La Cour doit donc analyser les prétentions écrites des demandeurs au vu de l'arrêt Compo Co., précité.

[24]            Le paragraphe 80(1) de la Loi sur le droit d'auteur est rédigé comme suit :

80. (1) Sous réserve du paragraphe (2), ne constitue pas une violation du droit d'auteur protégeant tant l'enregistrement sonore que l'oeuvre musicale ou la prestation d'une oeuvre musicale qui le constituent, le fait de reproduire pour usage privé l'intégralité ou toute partie importante de cet enregistrement sonore, de cette oeuvre ou de cette prestation sur un support audio.

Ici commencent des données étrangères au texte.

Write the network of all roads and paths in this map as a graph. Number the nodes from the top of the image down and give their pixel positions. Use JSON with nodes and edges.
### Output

80. (1) Subject to subsection (2), the act of reproducing all or any substantial part of

(a) a musical work embodied in a sound recording,

[...]

onto an audio recording medium for the private use of the person who makes the copy does not constitute an infringement of the copyright in the musical work, the performer's performance or the sound recording.

[25]            Par conséquent, le fait de télédécharger une chanson pour usage privé ne constitue pas une violation du droit d'auteur. Voir Commission du droit d'auteur du Canada, décision Copie privée 2003-2004, 12 décembre 2003, à la page 20.

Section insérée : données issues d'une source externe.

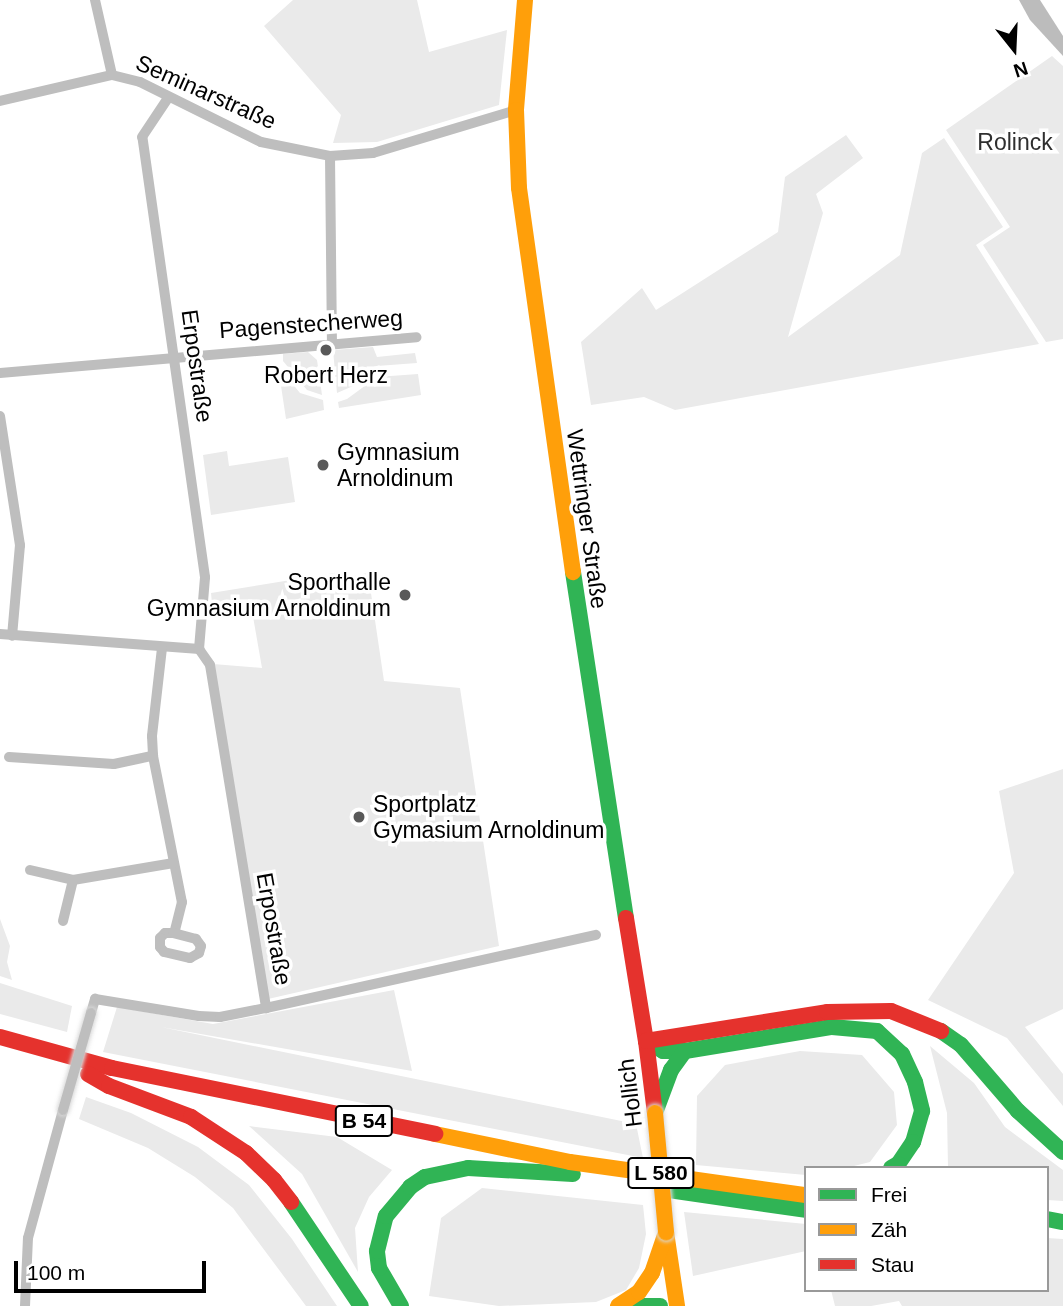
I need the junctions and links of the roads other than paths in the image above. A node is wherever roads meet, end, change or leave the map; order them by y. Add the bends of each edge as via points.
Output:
1 (94, 0) edge
2 (525, 0) edge
3 (112, 75) junction
4 (168, 97) junction
5 (0, 101) edge
6 (516, 110) junction
7 (330, 156) junction
8 (416, 337) dead end
9 (332, 343) junction
10 (175, 356) junction
11 (0, 373) edge
12 (0, 416) edge
13 (6, 635) edge
14 (162, 648) junction
15 (199, 649) junction
16 (153, 756) junction
17 (9, 757) dead end
18 (174, 863) junction
19 (30, 870) dead end
20 (73, 880) junction
21 (63, 921) dead end
22 (174, 933) dead end
23 (596, 935) dead end
24 (266, 1008) junction
25 (0, 1037) edge
26 (646, 1041) junction
27 (0, 1051) edge
28 (685, 1051) junction
29 (88, 1074) junction
30 (655, 1113) junction
31 (1063, 1152) edge
32 (894, 1166) edge
33 (573, 1174) junction
34 (804, 1193) edge
35 (804, 1210) edge
36 (666, 1232) junction
37 (25, 1306) edge
38 (361, 1306) edge
39 (401, 1306) edge
40 (618, 1306) edge
41 (626, 1306) edge
42 (660, 1306) edge
43 (677, 1306) edge

1 - 3 street
2 - 6 main road, Wettringer Straße / L 580
3 - 4 street, Seminarstraße via 140,82
3 - 5 street, Seminarstraße
4 - 7 street, Seminarstraße via 261,142
4 - 10 street, Erpostraße via 142,137
6 - 7 street, Seminarstraße via 373,153
6 - 26 main road, Wettringer Straße / L 580 via 531,290
7 - 9 street
8 - 9 street, Pagenstecherweg
9 - 10 street, Pagenstecherweg
10 - 11 street, Pagenstecherweg
10 - 15 street, Erpostraße via 205,577
12 - 13 street via 19,545
13 - 14 street
14 - 15 street
14 - 16 street
15 - 24 street, Erpostraße via 210,665
16 - 17 street via 114,764
16 - 18 street
18 - 20 street
18 - 22 street via 181,902
19 - 20 street
20 - 21 street
23 - 24 street, Erpostraße
24 - 37 street, bridge via 199,1016 95,999 28,1238
25 - 34 main road, B 54 via 112,1068 570,1162 776,1193
26 - 28 main road via 663,1051
26 - 30 main road, Hollich / L 580
26 - 31 main road via 827,1012 891,1011 933,1026 961,1045 1018,1111
27 - 29 main road, B 54
28 - 30 main road via 666,1080
28 - 32 main road via 832,1027 877,1031 902,1054 922,1111 913,1142
29 - 33 main road, B 54
29 - 38 main road via 191,1116 246,1153 299,1213
30 - 36 main road, Hollich / L 580, bridge
33 - 35 main road, B 54
33 - 39 main road via 468,1168 425,1177 410,1187 386,1216 377,1251 383,1277
36 - 40 main road via 652,1273 639,1292
36 - 43 main road, Hollich / L 580
41 - 42 main road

[26]            On n'a déposé aucune preuve que les violateurs présumés auraient distribué des enregistrements sonores ou autorisé leur reproduction. Ils ont simplement placé leurs propres copies dans les répertoires partagés accessibles à d'autres utilisateurs par l'entremise d'un service de partage de fichiers entre homologues.

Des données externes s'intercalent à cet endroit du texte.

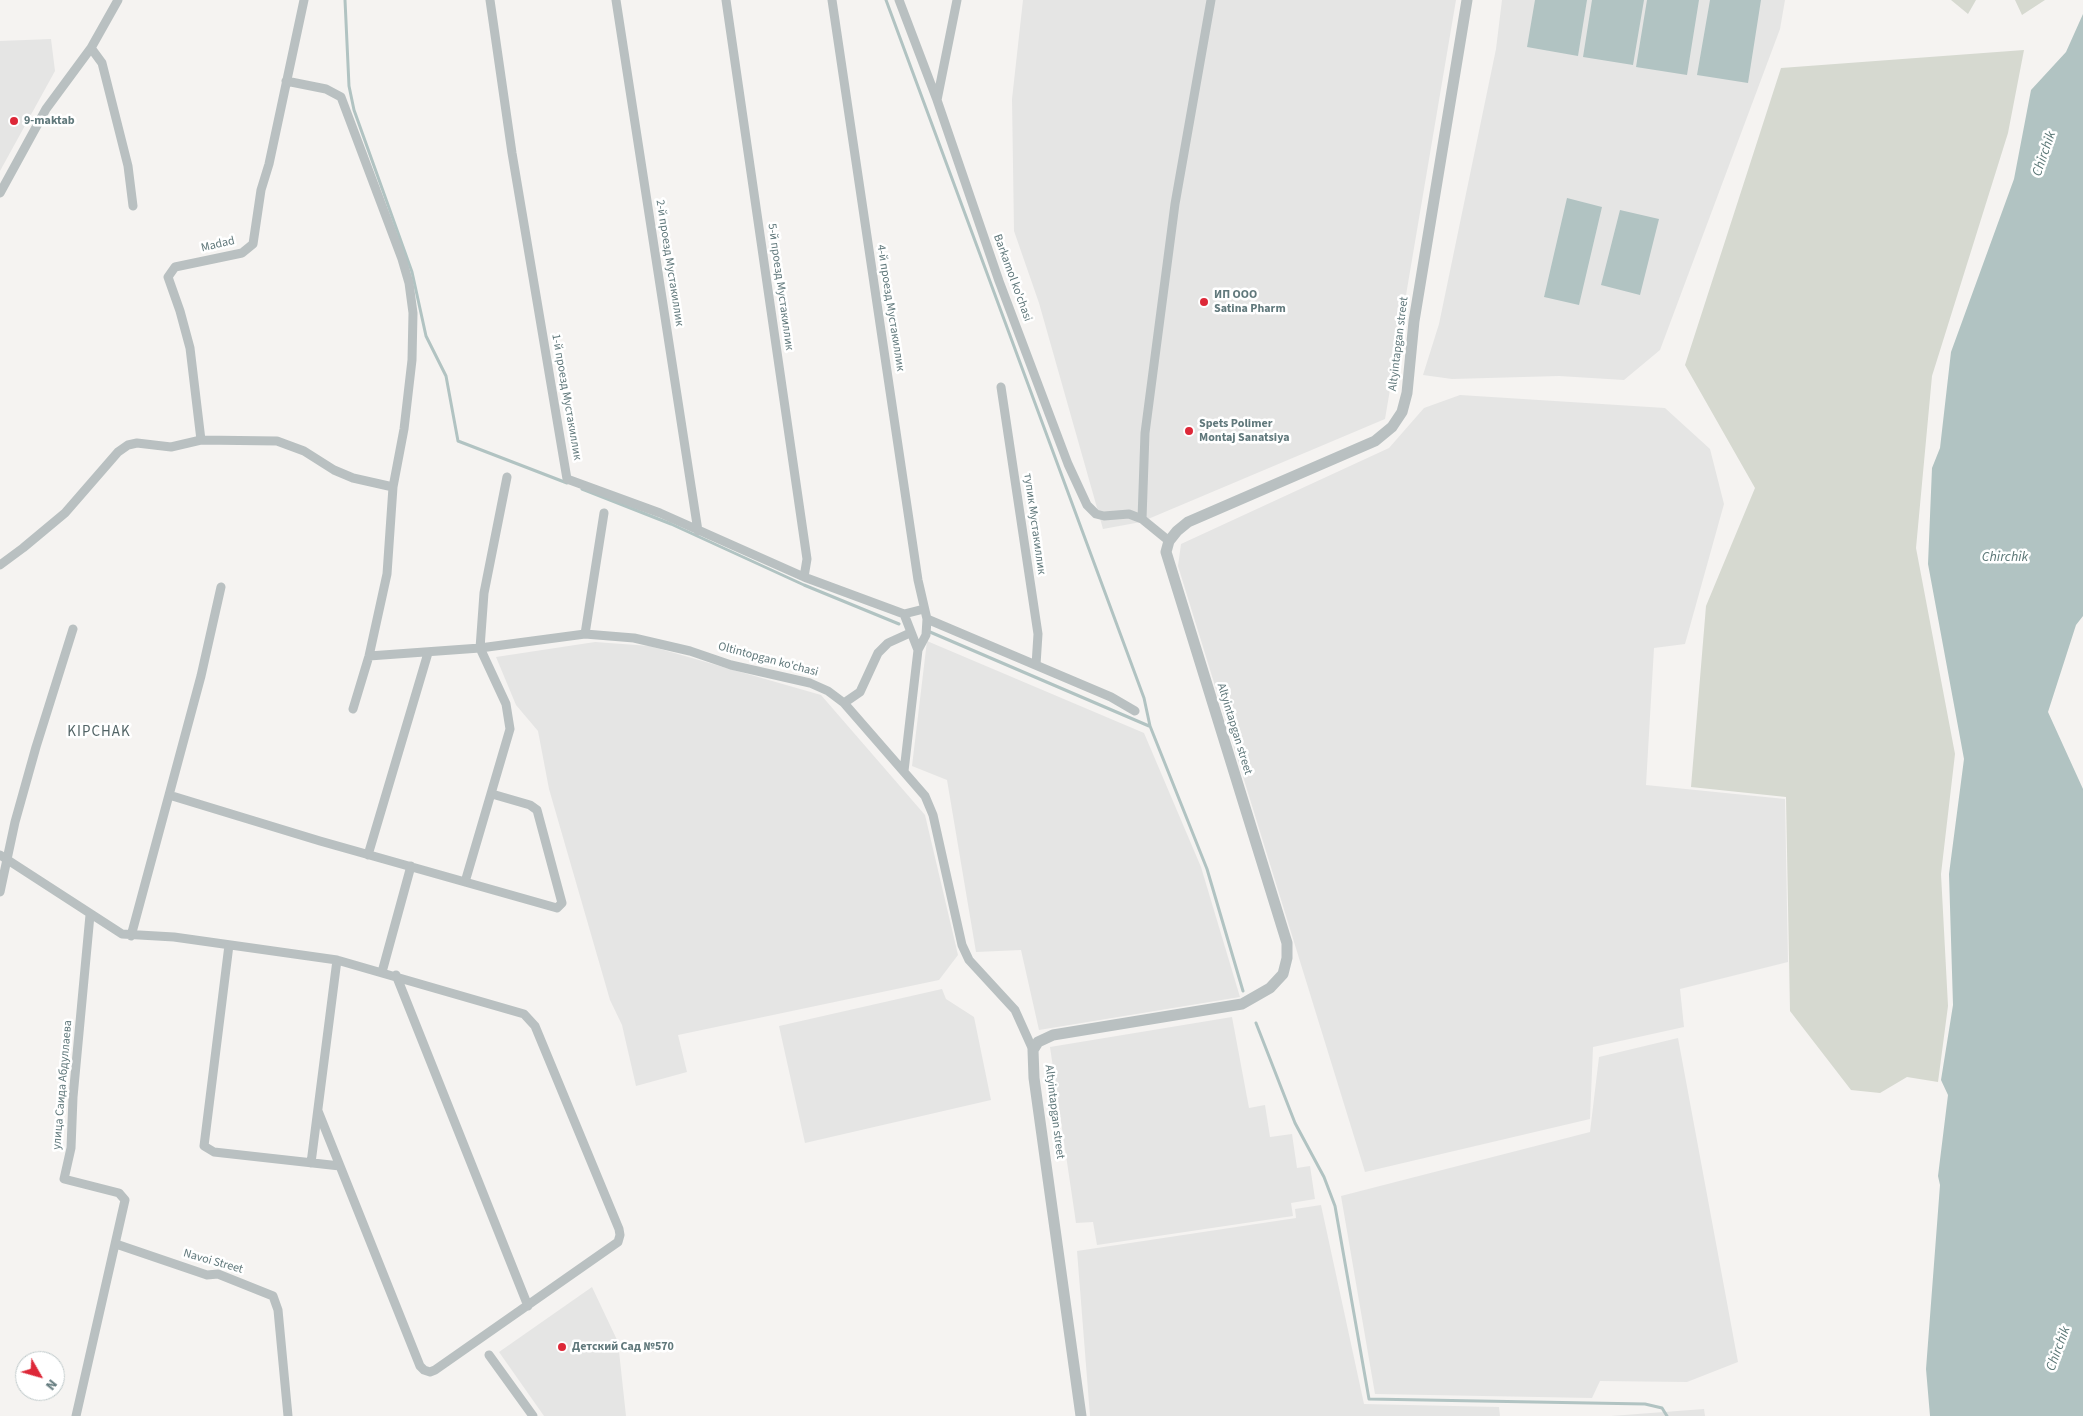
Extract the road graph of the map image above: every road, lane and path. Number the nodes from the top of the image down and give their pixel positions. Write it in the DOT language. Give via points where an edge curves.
graph roads {
  1 [pos="118,0"];
  2 [pos="304,0"];
  3 [pos="490,0"];
  4 [pos="616,0"];
  5 [pos="726,0"];
  6 [pos="832,0"];
  7 [pos="899,0"];
  8 [pos="957,0"];
  9 [pos="1211,0"];
  10 [pos="1467,0"];
  11 [pos="91,48"];
  12 [pos="286,81"];
  13 [pos="937,100"];
  14 [pos="0,193"];
  15 [pos="133,206"];
  16 [pos="1001,387"];
  17 [pos="201,440"];
  18 [pos="507,477"];
  19 [pos="393,487"];
  20 [pos="604,513"];
  21 [pos="1142,519"];
  22 [pos="698,531"];
  23 [pos="1169,541"];
  24 [pos="0,565"];
  25 [pos="804,577"];
  26 [pos="221,587"];
  27 [pos="924,609"];
  28 [pos="904,614"];
  29 [pos="927,619"];
  30 [pos="73,629"];
  31 [pos="910,633"];
  32 [pos="585,634"];
  33 [pos="480,648"];
  34 [pos="918,650"];
  35 [pos="428,653"];
  36 [pos="369,656"];
  37 [pos="1036,665"];
  38 [pos="844,703"];
  39 [pos="352,709"];
  40 [pos="1135,711"];
  41 [pos="904,770"];
  42 [pos="492,794"];
  43 [pos="169,795"];
  44 [pos="368,855"];
  45 [pos="3,857"];
  46 [pos="411,866"];
  47 [pos="465,882"];
  48 [pos="0,892"];
  49 [pos="90,915"];
  50 [pos="131,936"];
  51 [pos="229,945"];
  52 [pos="337,960"];
  53 [pos="382,972"];
  54 [pos="396,975"];
  55 [pos="1033,1050"];
  56 [pos="317,1110"];
  57 [pos="311,1163"];
  58 [pos="340,1166"];
  59 [pos="116,1244"];
  60 [pos="528,1306"];
  61 [pos="489,1355"];
  62 [pos="76,1416"];
  63 [pos="288,1416"];
  64 [pos="532,1416"];
  65 [pos="1081,1416"];
  1 -- 11 [label="street"];
  2 -- 12 [label="street, Madad"];
  3 -- 22 [label="street, 1-й проезд Мустакиллик" via="512,153 567,478"];
  4 -- 22 [label="street, 2-й проезд Мустакиллик"];
  5 -- 25 [label="street, 5-й проезд Мустакиллик" via="807,560"];
  6 -- 27 [label="street, 4-й проезд Мустакиллик"];
  7 -- 13 [label="street, Barkamol ko'chasi"];
  8 -- 13 [label="street"];
  9 -- 21 [label="street" via="1175,204 1146,433"];
  10 -- 23 [label="street, Altyintapgan street" via="1402,412 1376,442 1188,522"];
  11 -- 14 [label="street" via="46,108"];
  11 -- 15 [label="street" via="102,62 128,166"];
  12 -- 17 [label="street, Madad" via="261,190 253,244 242,253 175,267 168,277 190,348"];
  12 -- 19 [label="street" via="326,88 341,97 409,282 413,313 412,360"];
  13 -- 21 [label="street, Barkamol ko'chasi" via="998,281 1068,464 1088,505 1096,514 1129,514"];
  16 -- 37 [label="street, тупик Мустакиллик" via="1038,634"];
  17 -- 19 [label="street" via="262,440 290,444 340,472"];
  17 -- 24 [label="street" via="172,447 128,445 59,518"];
  18 -- 33 [label="street" via="484,592"];
  19 -- 36 [label="street" via="386,574"];
  20 -- 32 [label="street"];
  21 -- 23 [label="street, Barkamol ko'chasi"];
  22 -- 25 [label="street, 1-й проезд Мустакиллик"];
  23 -- 55 [label="street, Altyintapgan street" via="1166,559 1286,943 1283,974 1270,988 1242,1004 1053,1035 1038,1042"];
  25 -- 28 [label="street, 1-й проезд Мустакиллик"];
  26 -- 43 [label="street"];
  27 -- 28 [label="street"];
  27 -- 29 [label="street, 4-й проезд Мустакиллик"];
  28 -- 31 [label="street"];
  29 -- 34 [label="street" via="926,635"];
  29 -- 37 [label="street"];
  30 -- 45 [label="street"];
  31 -- 34 [label="street"];
  31 -- 38 [label="street" via="888,643 878,653 860,692"];
  32 -- 33 [label="street, Oltintopgan ko'chasi"];
  32 -- 38 [label="street, Oltintopgan ko'chasi" via="634,638 690,651 732,665 810,683"];
  33 -- 35 [label="street, Oltintopgan ko'chasi"];
  33 -- 42 [label="street" via="510,718 510,729"];
  34 -- 41 [label="street"];
  35 -- 36 [label="street, Oltintopgan ko'chasi"];
  35 -- 44 [label="street"];
  36 -- 39 [label="street"];
  37 -- 40 [label="street" via="1111,697"];
  38 -- 41 [label="street, Oltintopgan ko'chasi"];
  41 -- 55 [label="street, Oltintopgan ko'chasi" via="925,796 933,815 962,945 969,960 1016,1010"];
  42 -- 47 [label="street"];
  42 -- 47 [label="street" via="537,810 562,903 552,908"];
  43 -- 44 [label="street"];
  43 -- 50 [label="street"];
  44 -- 46 [label="street"];
  45 -- 48 [label="street"];
  45 -- 49 [label="street"];
  46 -- 47 [label="street"];
  46 -- 53 [label="street"];
  49 -- 50 [label="street" via="115,931"];
  49 -- 59 [label="street, улица Саида Абдуллаева" via="71,1148 64,1179 123,1196 125,1205"];
  50 -- 51 [label="street" via="174,937"];
  51 -- 52 [label="street"];
  51 -- 57 [label="street" via="204,1146 214,1152"];
  52 -- 53 [label="street"];
  52 -- 56 [label="street"];
  53 -- 54 [label="street"];
  54 -- 60 [label="street"];
  54 -- 60 [label="street" via="515,1010 531,1020 619,1229 618,1242 610,1249"];
  55 -- 65 [label="street, Altyintapgan street" via="1034,1078"];
  56 -- 57 [label="street"];
  56 -- 58 [label="street"];
  57 -- 58 [label="street"];
  58 -- 60 [label="street" via="424,1370 435,1370"];
  59 -- 62 [label="street, улица Саида Абдуллаева"];
  59 -- 63 [label="street, Navoi Street" via="207,1275 218,1274 273,1296 278,1310"];
  61 -- 64 [label="street"];
}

[27]            S'agissant de l'autorisation, l'arrêt CCH Canadienne Ltée c. Barreau du Haut-Canada, 2004 CSC 13, a précisé que le fait de mettre sur place des appareils qui permettent de faire des copies ne correspond pas à autoriser la violation du droit d'auteur. Je ne peux voir quelle réelle différence pourrait exister entre une bibliothèque qui place une photocopieuse dans une pièce remplie de documents visés par le droit d'auteur et un utilisateur qui place sa propre copie dans un répertoire partagé relié à un service de partage de fichiers entre homologues. Dans les deux cas, les conditions nécessaires à la copie et à la contrefaçon sont présentes, mais il manque l'autorisation. Voici ce que déclare la juge en chef McLachlin à ce sujet dans l'arrêt CCH, précité :

« Autoriser » signifie « sanctionner, appuyer ou soutenir » ( « sanction, approve and countenance » ) : Muzak Corp. c. Composers, Authors and Publishers Association of Canada Ltd., [1953] 2 R.C.S. 182, p. 193; De Tervagne c. Beloeil (Ville), [1993] 3 C.F. 227 ( 1re inst.). Lorsqu'il s'agit de déterminer si une violation du droit d'auteur a été autorisée, il faut attribuer au terme « countenance » son sens le plus fort mentionné dans le dictionnaire, soit « approuver, sanctionner, permettre, favoriser, encourager » : voir The Shorter Oxford English Dictionary (1993), vol. 1, p. 527. L'autorisation est néanmoins une question de fait qui dépend de la situation propre à chaque espèce et peut s'inférer d'agissements qui ne sont pas des actes directs et positifs, et notamment d'un degré suffisamment élevé d'indifférence : CBS Inc. c. Ames Records & Tapes Ltd., [1981] 2 All E.R. 812 (Div. Chanc.), p. 823 et 824. Toutefois, ce n'est pas autoriser la violation du droit d'auteur que de permettre la simple utilisation d'un appareil susceptible d'être utilisé à cette fin. Les tribunaux doivent présumer que celui qui autorise une activité ne l'autorise que dans les limites de la légalité : Muzak, précité. Cette présomption peut être réfutée par la preuve qu'il existait une certaine relation ou un certain degré de contrôle entre l'auteur allégué de l'autorisation et les personnes qui ont violé le droit d'auteur : Muzak, précité; De Tervagne, précité. Voir également J. S. McKeown, Fox Canadian Law of Copyright and Industrial Designs (4e éd. (feuilles mobiles)), p. 21-104 et P. D. Hitchcock, « Home Copying and Authorization » (1983), 67 C.P.R. (2d) 17, p. 29 à 33.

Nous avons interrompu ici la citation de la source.